Please restate each entry that appears below word for word, without its pictures.
——————————
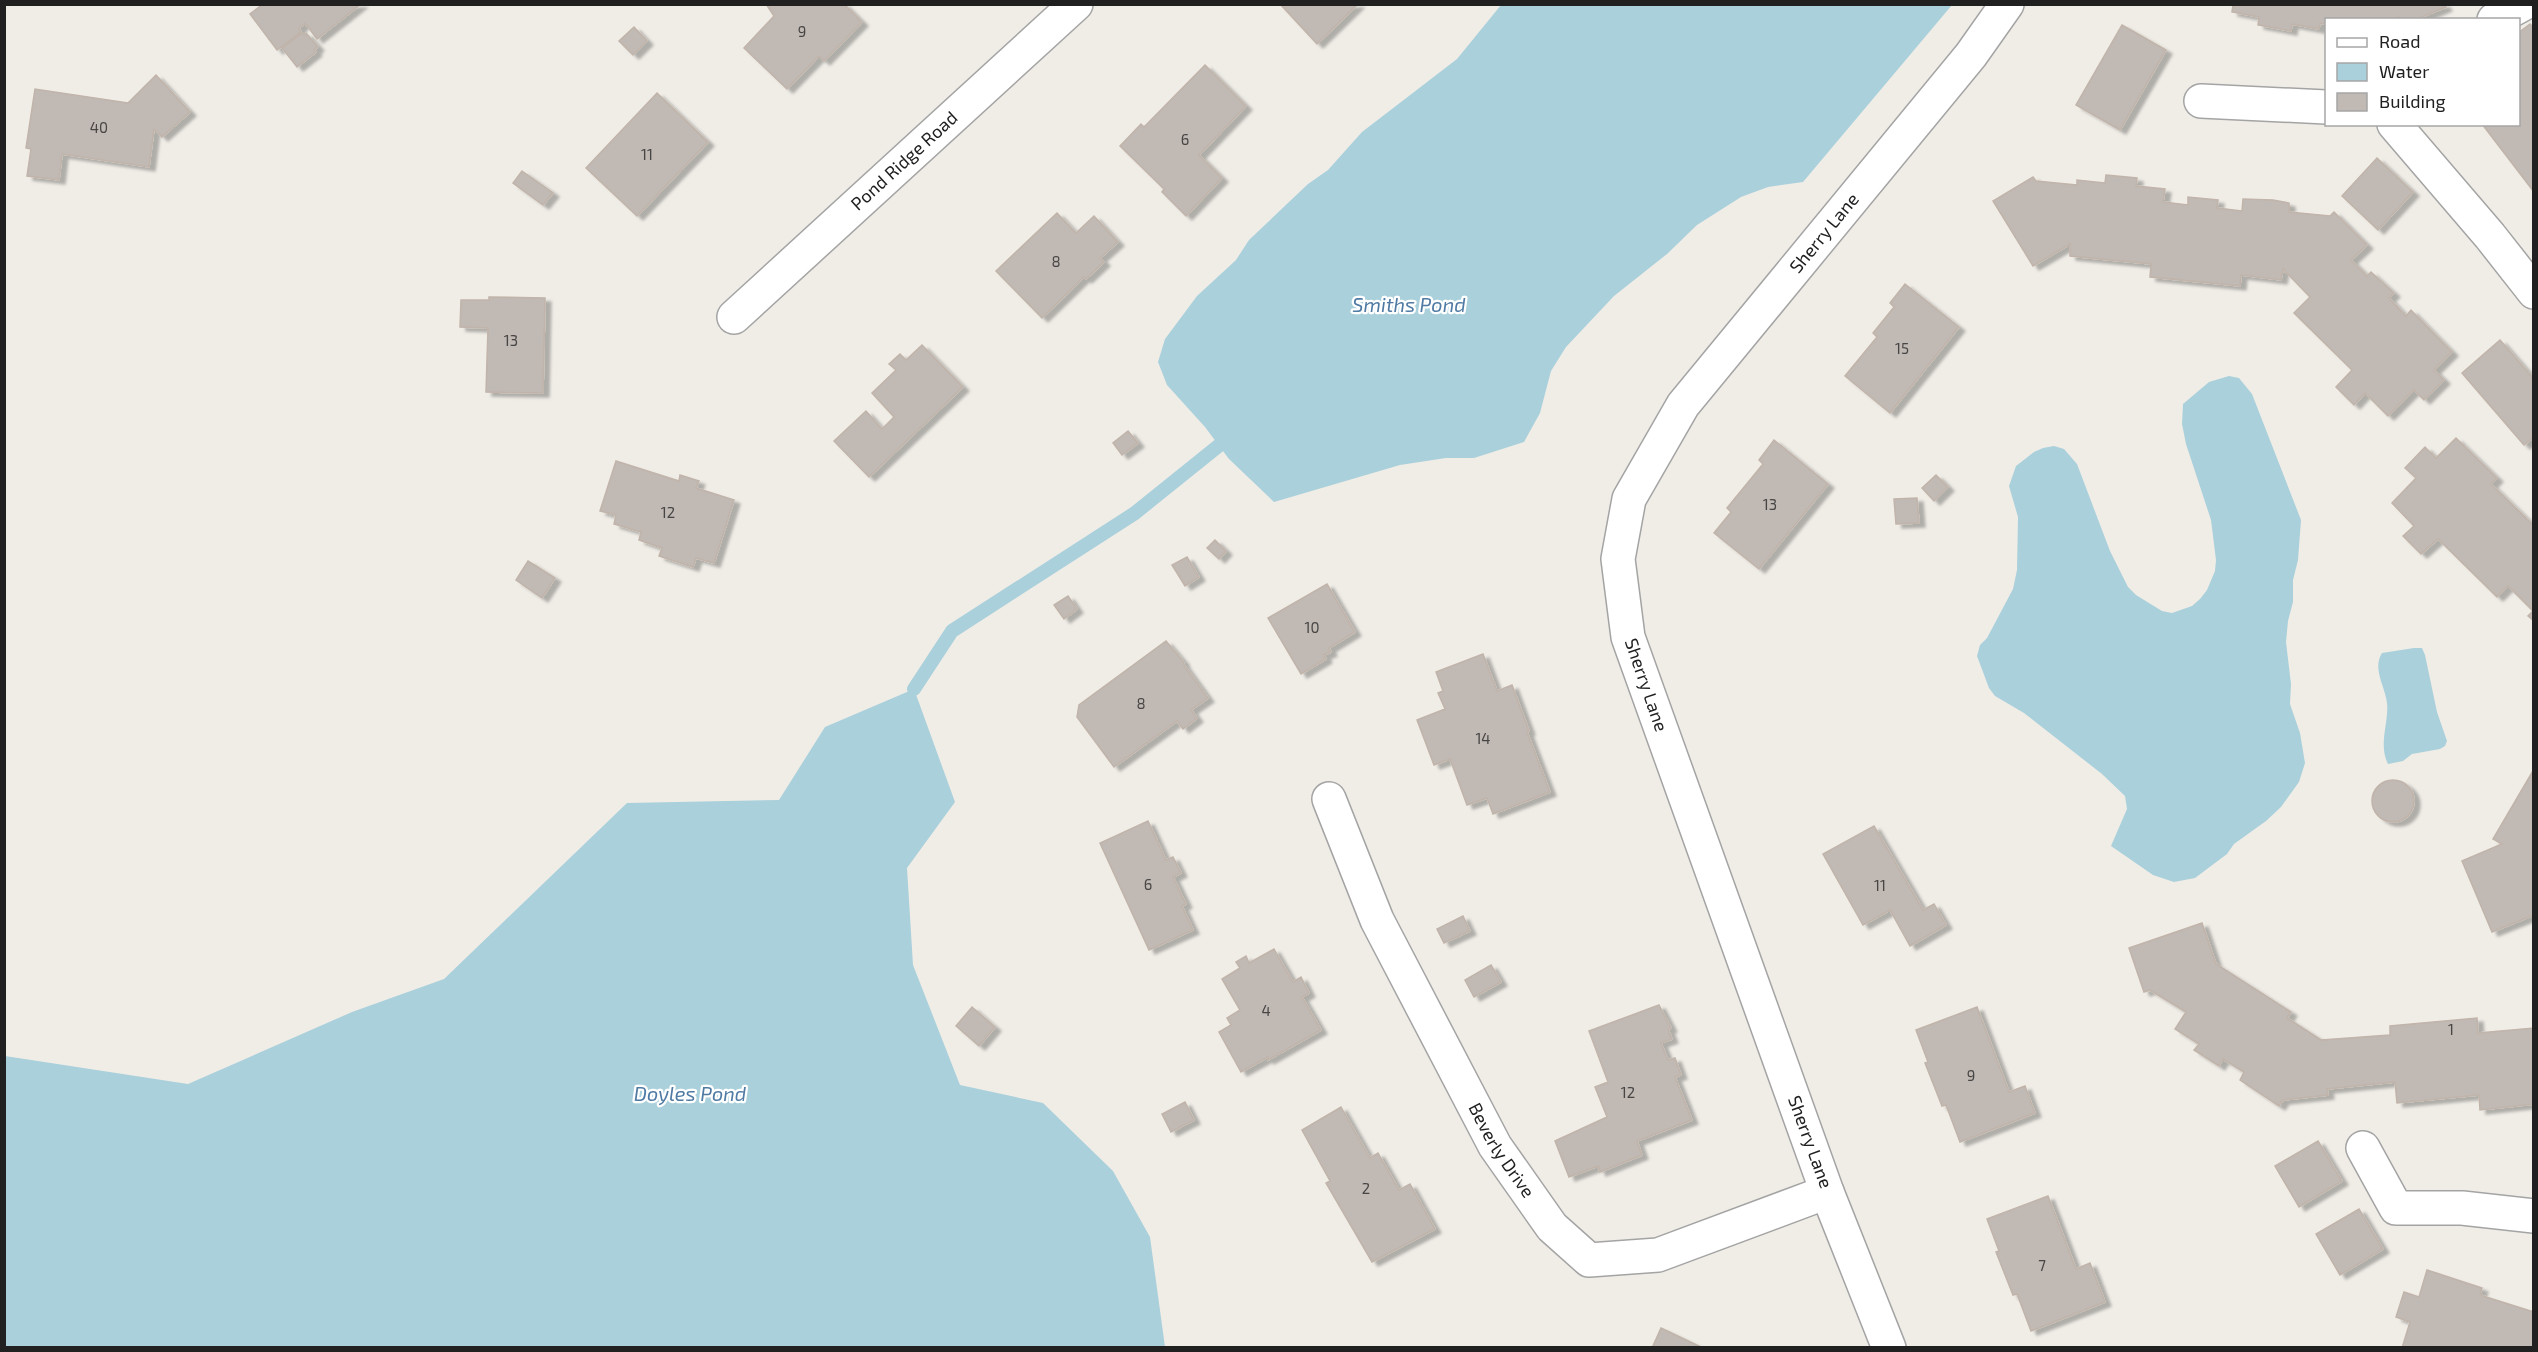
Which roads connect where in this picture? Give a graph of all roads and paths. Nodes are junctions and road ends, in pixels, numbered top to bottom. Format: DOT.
graph roads {
  1 [pos="1076,4"];
  2 [pos="2007,4"];
  3 [pos="2523,4"];
  4 [pos="2498,18"];
  5 [pos="2201,101"];
  6 [pos="2325,107"];
  7 [pos="2396,126"];
  8 [pos="2534,292"];
  9 [pos="734,317"];
  10 [pos="1329,799"];
  11 [pos="2363,1148"];
  12 [pos="1827,1192"];
  13 [pos="2534,1216"];
  14 [pos="1889,1347"];
  1 -- 9 [label="street, Pond Ridge Road"];
  2 -- 12 [label="street, Sherry Lane"];
  3 -- 4 [label="street"];
  5 -- 6 [label="street"];
  7 -- 8 [label="street"];
  10 -- 12 [label="street, Beverly Drive"];
  11 -- 13 [label="street"];
  12 -- 14 [label="street, Sherry Lane"];
}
——————————
▶ [Task solution]:
Which roads connect where in this picture? Give a graph of all roads and paths. Nodes are junctions and road ends, in pixels, numbered top to bottom. Format: DOT.
graph roads {
  1 [pos="1076,4"];
  2 [pos="2007,4"];
  3 [pos="2523,4"];
  4 [pos="2498,18"];
  5 [pos="2201,101"];
  6 [pos="2325,107"];
  7 [pos="2396,126"];
  8 [pos="2534,292"];
  9 [pos="734,317"];
  10 [pos="1329,799"];
  11 [pos="2363,1148"];
  12 [pos="1827,1192"];
  13 [pos="2534,1216"];
  14 [pos="1889,1347"];
  1 -- 9 [label="street, Pond Ridge Road"];
  2 -- 12 [label="street, Sherry Lane"];
  3 -- 4 [label="street"];
  5 -- 6 [label="street"];
  7 -- 8 [label="street"];
  10 -- 12 [label="street, Beverly Drive"];
  11 -- 13 [label="street"];
  12 -- 14 [label="street, Sherry Lane"];
}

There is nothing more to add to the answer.